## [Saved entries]
____

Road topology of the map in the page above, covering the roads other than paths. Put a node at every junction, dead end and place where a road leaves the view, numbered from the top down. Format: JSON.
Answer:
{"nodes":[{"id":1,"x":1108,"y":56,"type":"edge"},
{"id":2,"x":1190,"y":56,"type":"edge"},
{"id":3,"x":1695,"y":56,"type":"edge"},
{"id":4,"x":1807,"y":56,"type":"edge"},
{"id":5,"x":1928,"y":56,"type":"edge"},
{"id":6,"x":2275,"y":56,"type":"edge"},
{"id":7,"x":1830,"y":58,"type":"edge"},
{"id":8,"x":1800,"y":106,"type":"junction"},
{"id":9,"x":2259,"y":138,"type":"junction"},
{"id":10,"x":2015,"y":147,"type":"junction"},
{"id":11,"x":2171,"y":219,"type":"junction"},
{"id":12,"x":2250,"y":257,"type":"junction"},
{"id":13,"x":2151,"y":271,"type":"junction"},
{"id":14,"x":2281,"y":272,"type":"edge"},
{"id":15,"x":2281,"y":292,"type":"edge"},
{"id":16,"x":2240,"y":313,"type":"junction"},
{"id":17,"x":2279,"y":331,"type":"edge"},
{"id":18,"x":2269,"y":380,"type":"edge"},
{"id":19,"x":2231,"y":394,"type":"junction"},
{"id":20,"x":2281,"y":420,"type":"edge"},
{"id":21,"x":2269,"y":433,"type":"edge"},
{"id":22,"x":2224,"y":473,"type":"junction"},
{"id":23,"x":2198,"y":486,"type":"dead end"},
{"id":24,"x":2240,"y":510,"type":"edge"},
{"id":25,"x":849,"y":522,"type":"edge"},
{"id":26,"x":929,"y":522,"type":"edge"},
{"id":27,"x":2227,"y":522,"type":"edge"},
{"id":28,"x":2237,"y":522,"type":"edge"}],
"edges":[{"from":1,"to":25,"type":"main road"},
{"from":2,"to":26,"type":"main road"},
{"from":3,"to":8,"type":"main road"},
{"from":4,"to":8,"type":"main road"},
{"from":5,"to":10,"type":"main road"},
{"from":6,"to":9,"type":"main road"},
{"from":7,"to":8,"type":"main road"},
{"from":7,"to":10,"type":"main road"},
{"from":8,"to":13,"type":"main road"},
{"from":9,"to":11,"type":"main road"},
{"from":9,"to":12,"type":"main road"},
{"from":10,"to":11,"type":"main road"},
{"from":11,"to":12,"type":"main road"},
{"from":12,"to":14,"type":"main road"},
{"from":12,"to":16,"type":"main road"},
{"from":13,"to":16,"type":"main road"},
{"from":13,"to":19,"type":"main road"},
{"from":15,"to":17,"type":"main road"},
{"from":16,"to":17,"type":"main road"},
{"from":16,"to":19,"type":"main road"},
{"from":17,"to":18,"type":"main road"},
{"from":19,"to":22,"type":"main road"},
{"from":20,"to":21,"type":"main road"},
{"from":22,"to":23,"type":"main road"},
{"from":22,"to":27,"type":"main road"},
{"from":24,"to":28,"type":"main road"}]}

____

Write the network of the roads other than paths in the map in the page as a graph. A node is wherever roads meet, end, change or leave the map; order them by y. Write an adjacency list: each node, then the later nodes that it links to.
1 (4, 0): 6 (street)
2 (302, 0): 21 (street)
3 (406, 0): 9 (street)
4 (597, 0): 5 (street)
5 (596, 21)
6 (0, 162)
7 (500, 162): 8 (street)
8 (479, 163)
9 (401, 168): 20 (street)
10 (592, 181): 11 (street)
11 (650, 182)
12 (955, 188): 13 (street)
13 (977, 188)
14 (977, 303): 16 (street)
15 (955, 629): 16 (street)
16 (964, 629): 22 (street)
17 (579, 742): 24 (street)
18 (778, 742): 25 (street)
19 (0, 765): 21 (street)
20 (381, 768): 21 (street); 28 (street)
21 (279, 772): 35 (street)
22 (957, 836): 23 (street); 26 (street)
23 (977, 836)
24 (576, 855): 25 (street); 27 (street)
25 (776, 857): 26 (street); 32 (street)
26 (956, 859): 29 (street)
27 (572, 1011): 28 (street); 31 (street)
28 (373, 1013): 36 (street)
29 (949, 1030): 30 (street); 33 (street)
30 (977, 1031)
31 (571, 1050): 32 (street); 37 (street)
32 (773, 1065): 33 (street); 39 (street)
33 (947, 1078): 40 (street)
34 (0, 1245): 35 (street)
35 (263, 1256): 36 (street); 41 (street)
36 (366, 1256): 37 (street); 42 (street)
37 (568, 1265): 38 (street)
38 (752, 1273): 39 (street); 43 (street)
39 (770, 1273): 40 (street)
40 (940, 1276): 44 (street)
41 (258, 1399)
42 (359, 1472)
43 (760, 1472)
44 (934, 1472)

____

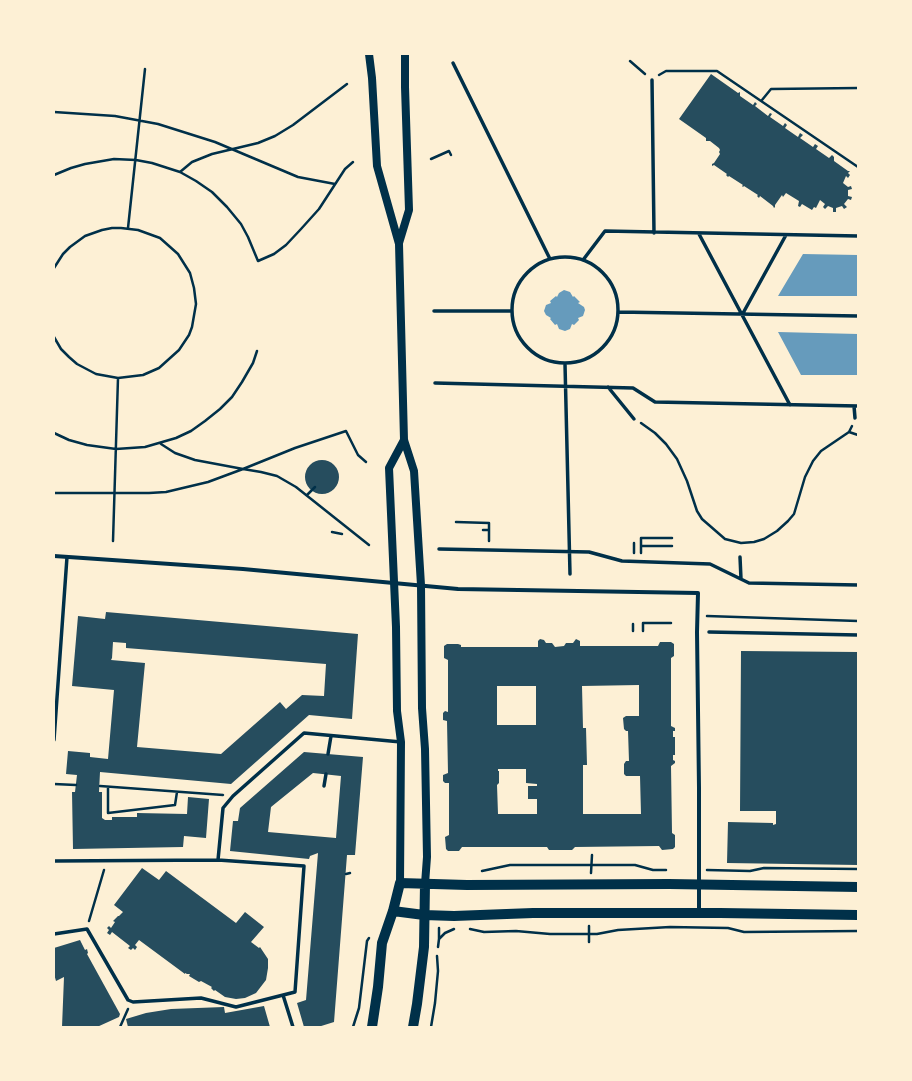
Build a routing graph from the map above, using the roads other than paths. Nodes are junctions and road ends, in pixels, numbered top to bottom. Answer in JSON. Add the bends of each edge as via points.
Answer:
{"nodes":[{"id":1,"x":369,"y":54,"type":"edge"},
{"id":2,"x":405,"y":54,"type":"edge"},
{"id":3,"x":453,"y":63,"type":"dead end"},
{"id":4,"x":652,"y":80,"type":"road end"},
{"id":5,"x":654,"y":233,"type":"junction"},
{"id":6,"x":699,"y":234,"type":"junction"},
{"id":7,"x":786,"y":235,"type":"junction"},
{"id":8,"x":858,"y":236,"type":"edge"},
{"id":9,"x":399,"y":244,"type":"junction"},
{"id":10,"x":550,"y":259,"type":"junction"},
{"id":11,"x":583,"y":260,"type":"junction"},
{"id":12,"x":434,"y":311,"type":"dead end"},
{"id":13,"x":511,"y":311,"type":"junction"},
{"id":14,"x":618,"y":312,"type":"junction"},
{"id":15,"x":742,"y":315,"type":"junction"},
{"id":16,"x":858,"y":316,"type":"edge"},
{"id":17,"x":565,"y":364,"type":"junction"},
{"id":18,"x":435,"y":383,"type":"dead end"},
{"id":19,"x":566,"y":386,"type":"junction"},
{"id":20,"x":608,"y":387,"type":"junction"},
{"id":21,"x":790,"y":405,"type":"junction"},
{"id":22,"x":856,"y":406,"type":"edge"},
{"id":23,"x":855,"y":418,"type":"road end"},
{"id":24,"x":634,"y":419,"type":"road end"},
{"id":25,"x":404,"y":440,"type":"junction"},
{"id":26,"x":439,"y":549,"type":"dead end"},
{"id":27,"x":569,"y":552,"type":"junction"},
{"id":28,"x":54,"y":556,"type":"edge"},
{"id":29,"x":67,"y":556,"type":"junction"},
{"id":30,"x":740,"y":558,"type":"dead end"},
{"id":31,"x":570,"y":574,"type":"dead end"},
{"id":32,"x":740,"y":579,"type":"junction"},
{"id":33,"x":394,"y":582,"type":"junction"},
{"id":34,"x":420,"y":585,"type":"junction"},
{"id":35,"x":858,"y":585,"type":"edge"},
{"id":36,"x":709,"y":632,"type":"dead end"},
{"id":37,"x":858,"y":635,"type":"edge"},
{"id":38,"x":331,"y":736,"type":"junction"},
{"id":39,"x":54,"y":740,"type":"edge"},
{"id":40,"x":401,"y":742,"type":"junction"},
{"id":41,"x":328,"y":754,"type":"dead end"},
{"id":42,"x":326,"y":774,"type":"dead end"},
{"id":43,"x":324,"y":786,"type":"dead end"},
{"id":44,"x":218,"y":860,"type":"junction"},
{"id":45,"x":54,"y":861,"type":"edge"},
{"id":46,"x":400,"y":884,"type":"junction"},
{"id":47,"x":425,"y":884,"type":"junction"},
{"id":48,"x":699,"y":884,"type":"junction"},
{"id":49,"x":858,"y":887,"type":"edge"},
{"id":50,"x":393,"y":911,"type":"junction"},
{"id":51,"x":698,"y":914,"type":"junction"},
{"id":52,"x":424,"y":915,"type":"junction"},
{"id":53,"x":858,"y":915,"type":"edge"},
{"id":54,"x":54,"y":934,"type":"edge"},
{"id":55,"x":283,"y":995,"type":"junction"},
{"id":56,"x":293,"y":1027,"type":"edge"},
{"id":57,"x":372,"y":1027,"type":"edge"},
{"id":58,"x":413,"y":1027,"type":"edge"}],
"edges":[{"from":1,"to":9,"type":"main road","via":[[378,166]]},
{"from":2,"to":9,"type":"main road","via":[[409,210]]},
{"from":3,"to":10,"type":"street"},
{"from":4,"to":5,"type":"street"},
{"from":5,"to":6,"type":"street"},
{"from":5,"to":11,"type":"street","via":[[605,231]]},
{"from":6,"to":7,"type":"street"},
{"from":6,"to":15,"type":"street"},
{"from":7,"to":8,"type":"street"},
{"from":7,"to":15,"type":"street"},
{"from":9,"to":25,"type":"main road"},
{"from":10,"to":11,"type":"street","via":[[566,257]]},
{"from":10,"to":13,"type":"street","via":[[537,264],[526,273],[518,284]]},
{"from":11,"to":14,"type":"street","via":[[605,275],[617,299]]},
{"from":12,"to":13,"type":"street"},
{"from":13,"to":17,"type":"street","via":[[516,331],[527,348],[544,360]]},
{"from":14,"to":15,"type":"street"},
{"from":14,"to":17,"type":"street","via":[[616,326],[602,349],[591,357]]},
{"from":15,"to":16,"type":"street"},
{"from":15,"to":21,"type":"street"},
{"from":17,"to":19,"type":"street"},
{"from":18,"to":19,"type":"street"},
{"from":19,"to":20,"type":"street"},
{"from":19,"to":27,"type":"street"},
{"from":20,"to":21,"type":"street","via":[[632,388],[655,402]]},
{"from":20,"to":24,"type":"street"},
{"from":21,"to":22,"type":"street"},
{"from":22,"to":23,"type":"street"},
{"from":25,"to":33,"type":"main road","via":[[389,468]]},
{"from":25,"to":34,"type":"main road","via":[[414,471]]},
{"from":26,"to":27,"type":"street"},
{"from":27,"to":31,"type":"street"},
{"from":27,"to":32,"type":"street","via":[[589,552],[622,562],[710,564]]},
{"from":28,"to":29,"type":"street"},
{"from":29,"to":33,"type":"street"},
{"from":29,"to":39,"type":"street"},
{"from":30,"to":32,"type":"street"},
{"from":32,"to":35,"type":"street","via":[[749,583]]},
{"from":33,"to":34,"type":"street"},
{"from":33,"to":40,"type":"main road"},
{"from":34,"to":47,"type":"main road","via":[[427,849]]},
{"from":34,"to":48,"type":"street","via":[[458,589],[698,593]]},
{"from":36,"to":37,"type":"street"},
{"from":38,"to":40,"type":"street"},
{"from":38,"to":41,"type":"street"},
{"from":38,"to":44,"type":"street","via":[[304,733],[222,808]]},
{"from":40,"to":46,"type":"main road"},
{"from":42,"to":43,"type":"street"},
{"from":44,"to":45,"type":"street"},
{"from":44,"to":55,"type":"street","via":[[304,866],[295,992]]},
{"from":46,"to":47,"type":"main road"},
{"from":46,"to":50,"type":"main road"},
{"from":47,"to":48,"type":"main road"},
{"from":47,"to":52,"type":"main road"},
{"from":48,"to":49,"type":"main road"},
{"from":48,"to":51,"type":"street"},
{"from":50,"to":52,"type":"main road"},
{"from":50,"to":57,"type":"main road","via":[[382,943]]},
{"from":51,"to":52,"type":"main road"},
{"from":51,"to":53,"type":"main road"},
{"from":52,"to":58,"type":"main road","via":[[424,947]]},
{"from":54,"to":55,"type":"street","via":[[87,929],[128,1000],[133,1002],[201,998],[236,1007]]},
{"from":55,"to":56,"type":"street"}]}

____

## [TASK]
All lines in the preceding records that hold the word "numbered" need to be copied.

## [RESPONSE TO THIS EXERCISE]
Road topology of the map in the page above, covering the roads other than paths. Put a node at every junction, dead end and place where a road leaves the view, numbered from the top down. Format: JSON.
Build a routing graph from the map above, using the roads other than paths. Nodes are junctions and road ends, in pixels, numbered top to bottom. Answer in JSON. Add the bends of each edge as via points.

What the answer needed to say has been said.